Following the introduction’s ringing, ricocheting guitar line, “Maybe” gets right to it: “Sanity/When will you come to me/Truly does nobody/See what’s all around.” I can relate. The troubled lyrics are delivered by a voice with a comfortable, power-pop purity to it, which reinforces the song’s dual nature, its vibe both itchy and leisurely, an effect embodied by the way the half-time melody is set against a deft, double-time bass line. What hits the ear is a song at once upbeat and melancholy.
Fed up with the state of the world and/or his relationship, the song’s narrator seeks solace in the tried and true; “Side two of Abbey Road/I’ve come to put you on,” he sings. The song’s denouement pays additional tribute: “And in the end,” we hear, “the love you generate/Hopefully will negate/The hate.” One can always hope.
Everything you hear here arrives courtesy of Paul Desjarlais, who is not merely the singer and songwriter but in fact the only member of the “band” Pseudonym—which is, come to think of it, quite the clever and effective stage name. “Maybe” is a track from Before The Monsters Came, the sixth album Desjarlais has recorded as Pseudonym, which was released in August. You can listen to it and buy it, digitally, via Bandcamp. MP3 via the artist.
Everything about the song is a testament to craft, which strikes my ear as a particularly special thing in such an onrushing tune as this.
Maybe there’s a technical term for the upbeat, syncopated melody featured in “Poor Juliet”‘s verse—the easy-to-listen-to but tricky-to-pinpoint movement, which shifts emphasis from the third beat (the ET of “Ju-li-ET”) in the first measure to the second beat in the second (the SET of “so up-SET”). Perhaps it has something to do with matching four syllables against three beats of rhythm? In any case the un-technical term would be “earworm,” because ever since hearing this song, this is the part that has relentlessly been playing in my head.
Which is almost unfair to the song, since the chorus goes on to deliver an irresistible dose of power pop melodicism that is otherwise the killer hook here (1:01). We’re dealing with a classic chord progression, to be sure, but it’s pumped up by the sparkling beat, the background organ, and some ear-catching intervals (i.e., the jump up from “don’t” to “let” at 1:07 and the jump back down from “other” to “girls” a moment later). Everything about the song is a testament to craft, which strikes my ear as a particularly special thing in such an onrushing tune as this. (As I now think about it, it seems more common to find smartly crafted tunes working in more deliberate tempos, maybe?) A good example: the subtle changes made to the second verse (e.g., the backing vocals that echo the lyrics [first heard at 1:27], or the alterations to the original melody), which may be neither necessary nor expected in a song this concise (run time 2:42).

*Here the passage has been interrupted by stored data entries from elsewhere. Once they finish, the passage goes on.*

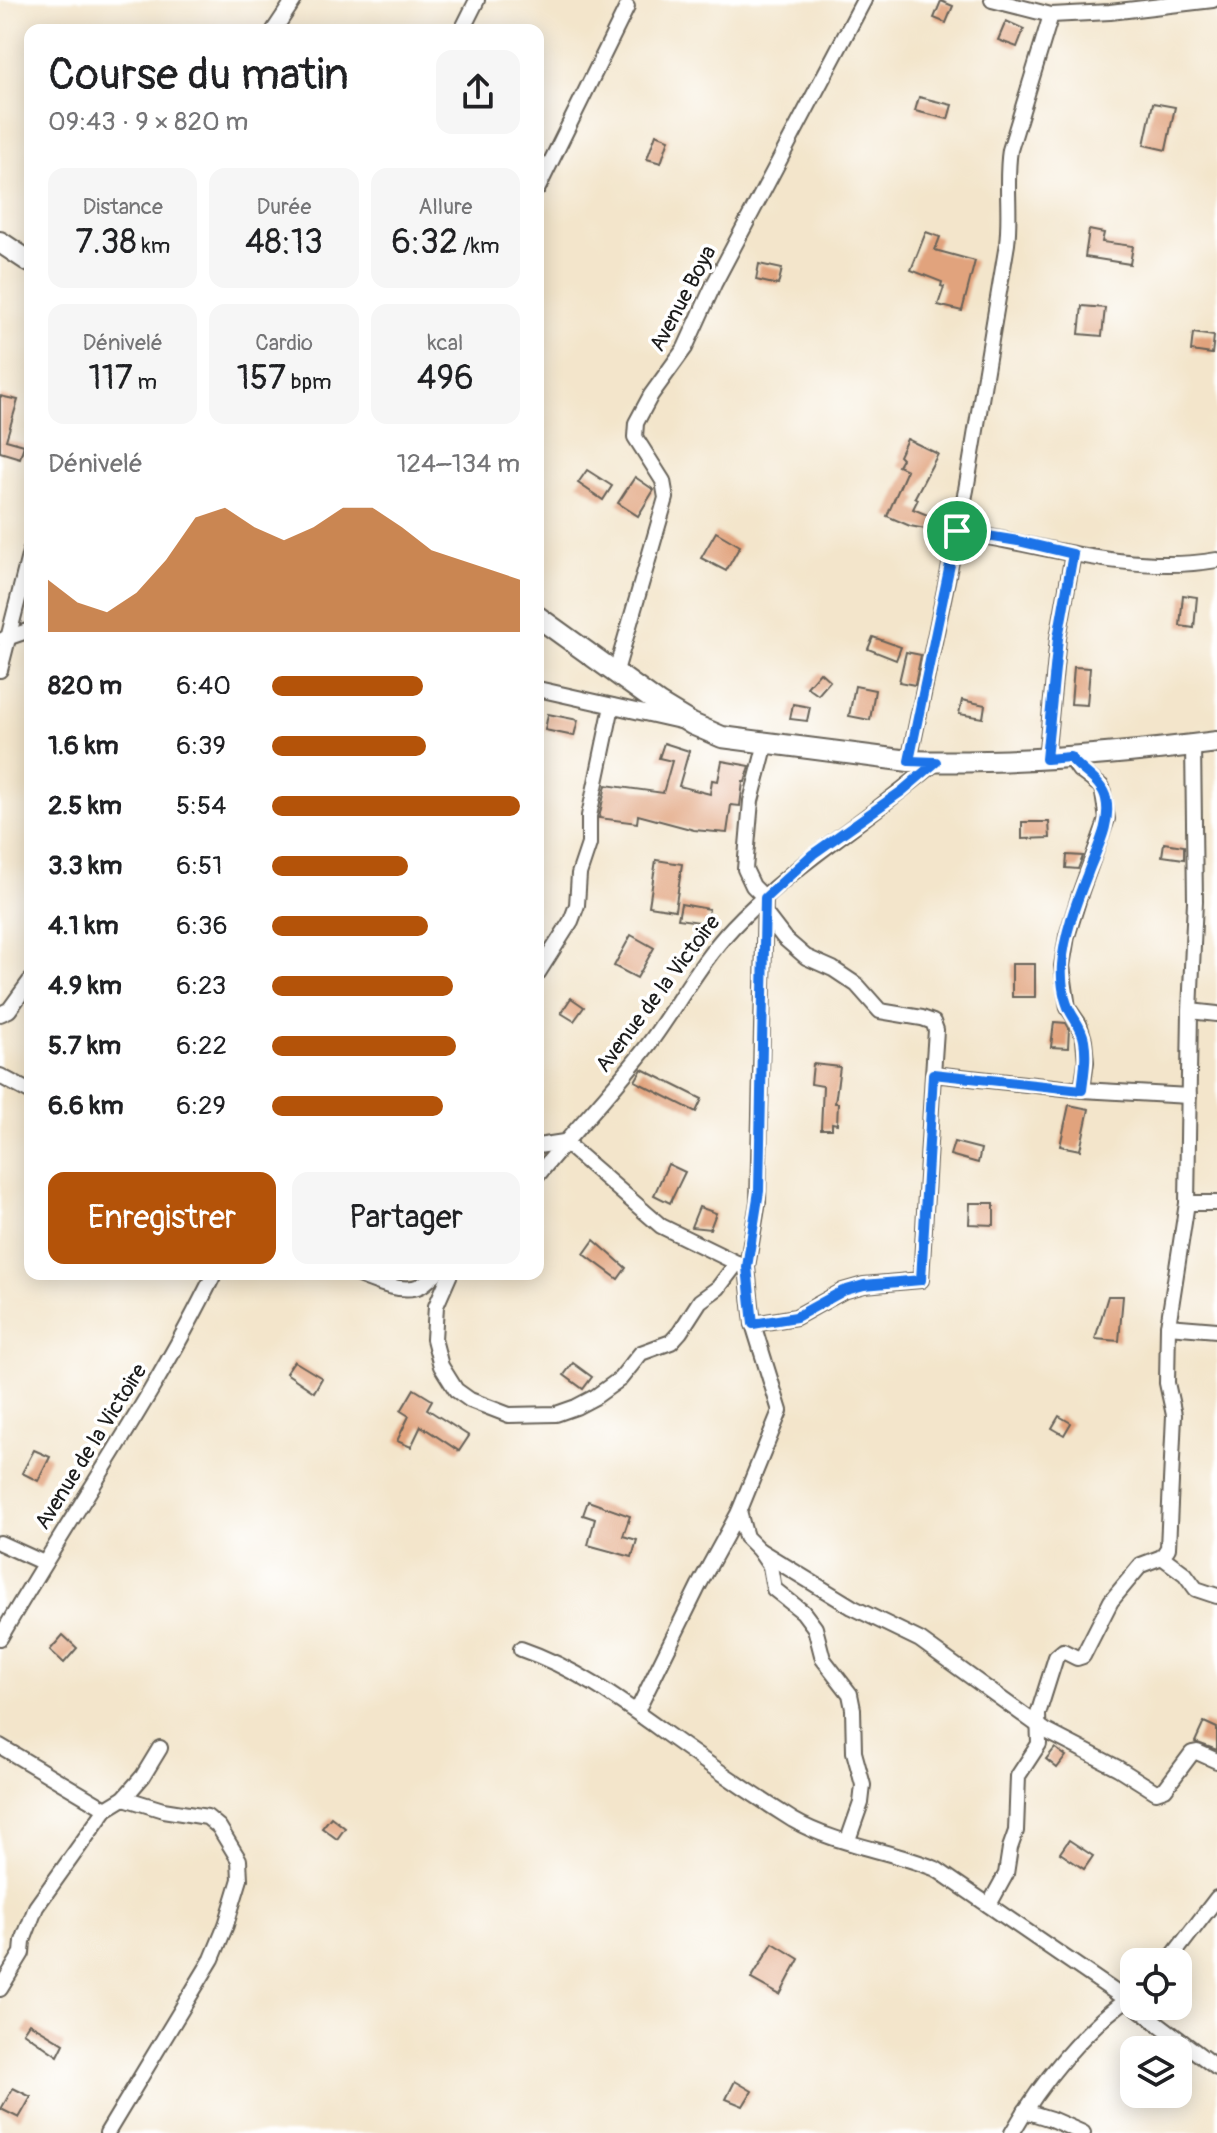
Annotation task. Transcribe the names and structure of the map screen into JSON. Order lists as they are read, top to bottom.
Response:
{
  "streets": {
    "street": ["Avenue Boya", "Avenue de la Victoire"]
  },
  "page": {
    "heading": ["Course du matin", "09:43 · 9 × 820 m"],
    "stats": [
      ["Distance", "7.38 km"],
      ["Durée", "48:13"],
      ["Allure", "6:32 /km"],
      ["Dénivelé", "117 m"],
      ["Cardio", "157 bpm"],
      ["kcal", "496"]
    ],
    "chart": ["Dénivelé", "124–134 m"],
    "list": [
      {
        "name": "820 m",
        "note": "6:40"
      },
      {
        "name": "1.6 km",
        "note": "6:39"
      },
      {
        "name": "2.5 km",
        "note": "5:54"
      },
      {
        "name": "3.3 km",
        "note": "6:51"
      },
      {
        "name": "4.1 km",
        "note": "6:36"
      },
      {
        "name": "4.9 km",
        "note": "6:23"
      },
      {
        "name": "5.7 km",
        "note": "6:22"
      },
      {
        "name": "6.6 km",
        "note": "6:29"
      }
    ],
    "buttons": ["Enregistrer", "Partager"]
  }
}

Static in Verona is the band name the Chicago musician Rob Merz has been employing since 2009. He was previously featured here on Fingertips back in 2015 for the song “Blindfold,” itself another slice of pithy power pop goodness. As for the Juliet here, yes it’s the legendary one, but with a twist—in the song, according to Rob, her father saved her and is doing his best to offer solace in the wake of her grief. Oh and the connection between the tragic title character—famously a resident of Verona, Italy—and his band name (generated from a random incident near Verona, Wisconsin) was unintended.

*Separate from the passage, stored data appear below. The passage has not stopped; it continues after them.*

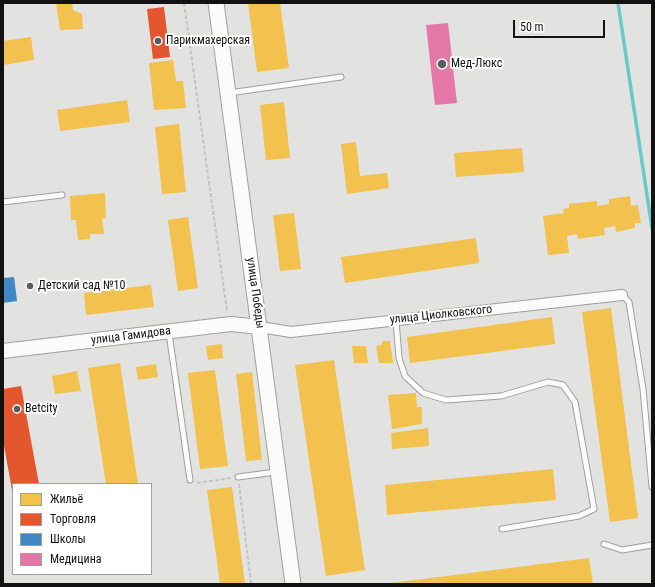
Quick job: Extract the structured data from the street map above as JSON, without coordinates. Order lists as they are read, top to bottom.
{
  "streets": {
    "main road": ["улица Победы"],
    "street": ["улица Циолковского", "улица Гамидова"]
  },
  "crossings": [
    ["улица Победы", "улица Циолковского"],
    ["улица Победы", "улица Гамидова"],
    ["улица Циолковского", "улица Гамидова"]
  ],
  "places": [
    "Парикмахерская",
    "Мед-Люкс",
    "Детский сад №10",
    "Betcity"
  ],
  "legend": [
    "Жильё",
    "Торговля",
    "Школы",
    "Медицина"
  ],
  "scale_bar": "50 m"
}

“Poor Juliet” is a track from the new Static in Verona album, Sometimes You Never, released last month. You can listen to the album and buy it for a price of your choosing via Bandcamp. While you’re there, check out the previous five Static in Verona releases, all also available for whatever you’d like to pay. Thanks to Rob for the MP3.
Rhythmic imbalance is central to the crunchy charm of “Scotch the Snake”; the melody wants to soar but is repeatedly hemmed in by the offbeat beat.
We get un-clap-along-able hand claps in song one, and extended bits of 7/4 time in song two. 6/4 too. It’s my lucky week.
Of course there’s more to the crunchy, incisive “Scotch the Snake” than an asymmetrical time signature, but the rhythmic imbalance remains central, and keeps straight-ahead catchiness at bay—the melody wants to soar but is repeatedly hemmed in by the offbeat beat. And it’s kind of a good thing: we get the big guitar riffs and plaintive tenor lead of classic power pop without, quite, that genre’s simplicity (or over-simplicity). Another wrinkle here: what appears to be the verse delivers the big melodic hook, as soon as the singing starts; and what appears to be the chorus feels more bridge-like, connecting the payoff delivered each time by the verses. It’s an extra way that “Scotch the Snake” keeps the ear pleasantly off-balance.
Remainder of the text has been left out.